Each session was composed of six trials, consisting of each condition, and four sessions were conducted per pair. Thus, a total of 24 trials were conducted per pair. The order of conditions was randomised in each session and counterbalanced. Practical trials were conducted at least once for each condition. The experiment lasted approximately 4 hours, including rest time. At least a one-minute break was provided between trials and between sessions. In addition, five-minute breaks were taken at least once every 20 minutes (4–6 trials).

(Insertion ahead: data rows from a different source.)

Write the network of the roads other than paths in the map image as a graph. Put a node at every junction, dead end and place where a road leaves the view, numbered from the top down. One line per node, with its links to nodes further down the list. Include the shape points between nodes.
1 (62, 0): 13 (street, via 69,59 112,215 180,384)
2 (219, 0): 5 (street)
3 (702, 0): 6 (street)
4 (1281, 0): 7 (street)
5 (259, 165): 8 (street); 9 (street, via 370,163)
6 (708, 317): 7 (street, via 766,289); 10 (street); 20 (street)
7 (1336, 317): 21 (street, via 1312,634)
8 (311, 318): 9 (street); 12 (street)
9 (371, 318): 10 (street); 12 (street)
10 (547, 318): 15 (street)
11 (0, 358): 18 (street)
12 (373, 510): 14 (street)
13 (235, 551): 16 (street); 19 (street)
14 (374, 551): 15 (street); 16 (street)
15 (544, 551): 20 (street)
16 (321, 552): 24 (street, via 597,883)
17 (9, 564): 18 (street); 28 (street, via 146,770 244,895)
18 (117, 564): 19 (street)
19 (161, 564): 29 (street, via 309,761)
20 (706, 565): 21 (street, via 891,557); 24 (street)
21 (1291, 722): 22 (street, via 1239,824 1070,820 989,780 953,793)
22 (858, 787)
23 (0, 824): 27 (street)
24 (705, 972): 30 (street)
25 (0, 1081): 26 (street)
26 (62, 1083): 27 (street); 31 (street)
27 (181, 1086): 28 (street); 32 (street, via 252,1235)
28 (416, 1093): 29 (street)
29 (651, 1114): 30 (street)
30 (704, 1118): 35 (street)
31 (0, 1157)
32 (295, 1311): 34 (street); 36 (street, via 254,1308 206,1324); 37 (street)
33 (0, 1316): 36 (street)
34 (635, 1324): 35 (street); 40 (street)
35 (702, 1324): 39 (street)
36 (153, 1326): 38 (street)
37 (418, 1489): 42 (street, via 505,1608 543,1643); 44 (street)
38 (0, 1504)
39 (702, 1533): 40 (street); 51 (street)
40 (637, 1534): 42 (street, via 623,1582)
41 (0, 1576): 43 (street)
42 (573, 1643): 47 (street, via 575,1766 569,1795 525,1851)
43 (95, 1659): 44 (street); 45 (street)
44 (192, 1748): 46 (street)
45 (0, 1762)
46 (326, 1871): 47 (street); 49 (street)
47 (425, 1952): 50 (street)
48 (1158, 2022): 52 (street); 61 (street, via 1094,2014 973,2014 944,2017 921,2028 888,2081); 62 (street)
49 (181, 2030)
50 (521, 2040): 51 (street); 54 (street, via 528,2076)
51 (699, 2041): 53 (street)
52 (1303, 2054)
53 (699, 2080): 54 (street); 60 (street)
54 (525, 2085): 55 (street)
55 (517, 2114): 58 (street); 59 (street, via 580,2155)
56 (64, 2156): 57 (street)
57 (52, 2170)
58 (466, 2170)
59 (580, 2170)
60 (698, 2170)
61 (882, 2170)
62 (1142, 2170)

Furthermore, the participants were allowed to take rest anytime if they wanted.

Statistics

The participant pairs were divided into Participant A and Participant B. We defined TapA(n) and TapB(n) as Participant A’s and B’s n-th tap, respectively. ITI, SE, and δITI were defined as the following equations.

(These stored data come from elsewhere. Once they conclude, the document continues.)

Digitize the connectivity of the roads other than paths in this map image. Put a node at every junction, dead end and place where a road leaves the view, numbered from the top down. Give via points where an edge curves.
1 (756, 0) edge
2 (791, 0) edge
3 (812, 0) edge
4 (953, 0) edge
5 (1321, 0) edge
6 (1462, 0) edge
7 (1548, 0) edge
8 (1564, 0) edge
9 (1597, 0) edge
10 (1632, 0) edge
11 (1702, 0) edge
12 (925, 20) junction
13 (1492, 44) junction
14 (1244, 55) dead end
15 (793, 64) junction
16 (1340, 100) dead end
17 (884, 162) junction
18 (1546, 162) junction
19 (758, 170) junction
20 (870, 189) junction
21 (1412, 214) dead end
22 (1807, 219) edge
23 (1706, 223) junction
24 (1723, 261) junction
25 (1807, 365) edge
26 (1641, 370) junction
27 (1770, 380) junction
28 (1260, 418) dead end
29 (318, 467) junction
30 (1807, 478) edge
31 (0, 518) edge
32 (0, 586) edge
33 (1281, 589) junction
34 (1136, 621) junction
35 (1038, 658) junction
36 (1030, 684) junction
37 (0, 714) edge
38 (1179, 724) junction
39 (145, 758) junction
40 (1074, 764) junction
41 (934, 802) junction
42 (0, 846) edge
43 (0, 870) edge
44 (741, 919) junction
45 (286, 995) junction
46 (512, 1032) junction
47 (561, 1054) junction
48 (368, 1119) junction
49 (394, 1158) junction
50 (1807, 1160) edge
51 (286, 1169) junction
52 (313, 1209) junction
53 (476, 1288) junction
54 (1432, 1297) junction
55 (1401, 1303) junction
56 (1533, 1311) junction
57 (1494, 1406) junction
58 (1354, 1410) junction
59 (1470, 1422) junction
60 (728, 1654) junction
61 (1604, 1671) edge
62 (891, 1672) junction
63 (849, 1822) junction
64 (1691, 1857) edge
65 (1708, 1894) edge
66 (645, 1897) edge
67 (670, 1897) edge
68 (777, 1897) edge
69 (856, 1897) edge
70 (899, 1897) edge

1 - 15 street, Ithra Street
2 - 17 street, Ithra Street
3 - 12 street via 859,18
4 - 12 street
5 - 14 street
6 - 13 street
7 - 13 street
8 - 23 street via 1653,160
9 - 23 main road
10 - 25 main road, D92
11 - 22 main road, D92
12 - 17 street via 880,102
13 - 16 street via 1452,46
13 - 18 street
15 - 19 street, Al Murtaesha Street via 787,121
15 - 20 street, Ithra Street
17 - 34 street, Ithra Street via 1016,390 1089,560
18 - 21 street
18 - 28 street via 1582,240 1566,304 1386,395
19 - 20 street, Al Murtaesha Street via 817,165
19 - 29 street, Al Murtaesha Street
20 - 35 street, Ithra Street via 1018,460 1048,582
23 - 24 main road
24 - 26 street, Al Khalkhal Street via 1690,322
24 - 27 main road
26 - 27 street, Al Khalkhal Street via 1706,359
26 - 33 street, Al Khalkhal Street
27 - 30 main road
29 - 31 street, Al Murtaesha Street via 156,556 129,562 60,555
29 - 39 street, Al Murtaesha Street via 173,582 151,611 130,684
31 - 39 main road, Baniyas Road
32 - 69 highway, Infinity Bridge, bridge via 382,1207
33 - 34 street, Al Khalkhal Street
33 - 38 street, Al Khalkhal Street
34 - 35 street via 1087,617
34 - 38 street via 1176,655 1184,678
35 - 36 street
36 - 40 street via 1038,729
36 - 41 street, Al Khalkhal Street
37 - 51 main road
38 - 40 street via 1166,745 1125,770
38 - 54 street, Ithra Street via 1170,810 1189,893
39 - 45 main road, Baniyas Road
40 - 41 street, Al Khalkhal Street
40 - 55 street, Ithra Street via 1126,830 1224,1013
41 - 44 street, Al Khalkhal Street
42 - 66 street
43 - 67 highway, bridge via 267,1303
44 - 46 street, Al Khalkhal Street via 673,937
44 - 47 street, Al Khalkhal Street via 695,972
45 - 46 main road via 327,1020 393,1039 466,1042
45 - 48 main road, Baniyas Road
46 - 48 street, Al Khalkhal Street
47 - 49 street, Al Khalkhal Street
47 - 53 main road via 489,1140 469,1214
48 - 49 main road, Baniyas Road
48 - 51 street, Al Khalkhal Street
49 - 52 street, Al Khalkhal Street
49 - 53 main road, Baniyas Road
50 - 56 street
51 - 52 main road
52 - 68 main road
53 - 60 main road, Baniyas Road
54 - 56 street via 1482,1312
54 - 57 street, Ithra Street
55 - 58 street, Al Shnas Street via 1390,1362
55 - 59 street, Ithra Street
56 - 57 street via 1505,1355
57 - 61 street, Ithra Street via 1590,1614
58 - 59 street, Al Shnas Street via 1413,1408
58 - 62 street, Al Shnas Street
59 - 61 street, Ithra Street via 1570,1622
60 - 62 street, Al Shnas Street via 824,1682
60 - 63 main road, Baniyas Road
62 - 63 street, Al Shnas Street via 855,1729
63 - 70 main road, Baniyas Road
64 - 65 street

$$IT{I}_{i}(n)=Ta{p}_{i}(n)-Ta{p}_{i}(n-1),S{E}_{ij}(n)=Ta{p}_{i}(n)-Ta{p}_{j}(n),\delta IT{I}_{i}(n)=IT{I}_{i}(n)-IT{I}_{i}(n-1),$$

where (i, j) = (A, B) or (B, A).

To investigate the effects of own and partner’s tap timing on timing control, we used a multiple regression analysis and set δITI as a dependent variable and previous own and partner’s ITI, and SE as explanatory variables, as illustrated in the following equation.

$$\delta IT{I}_{i}(n)=\alpha IT{I}_{i}(n-1)+\beta IT{I}_{j}(n-1)+\gamma S{E}_{ij}(n-1),$$

where α, β, and γ are standard multiple regression coefficients and indicate the degree of previous own and partner’s previous ITI and previous SE, respectively. The α, β, and γ were calculated for each trial. Before calculating the coefficients, we standardised the distributions of ITIs and SEs to a normal distribution with a mean of 0 and a standard deviation of 1. We conducted an ANOVA for the explanatory variables as the factors to test the R2 or the model fit for the variables. We set the significance level at 0.05 and used the Holm-Bonferroni method to modify the significance level between trials. Then, we calculated the Pearson’s correlation coefficients between the standard partial multiple coefficients and the means of ITIs for each trial. We used a test for no correlation. Multiple regression, statistical test for R2, and correlational analyses were performed with MATLAB (Math Works, US). For the SEs, we conducted repeated ANOVA for the tempo conditions as factors. We used Shaffer’s method for the multiple comparison, The ANOVA and multiple comparison for SEs were conducted using R (version 3.5). We used the tapping data of the last 40 taps, from the 21st to the 60th tap after the metronome stopped. All data from the 24 trials of each participant were used in the statistical analysis (n = 576).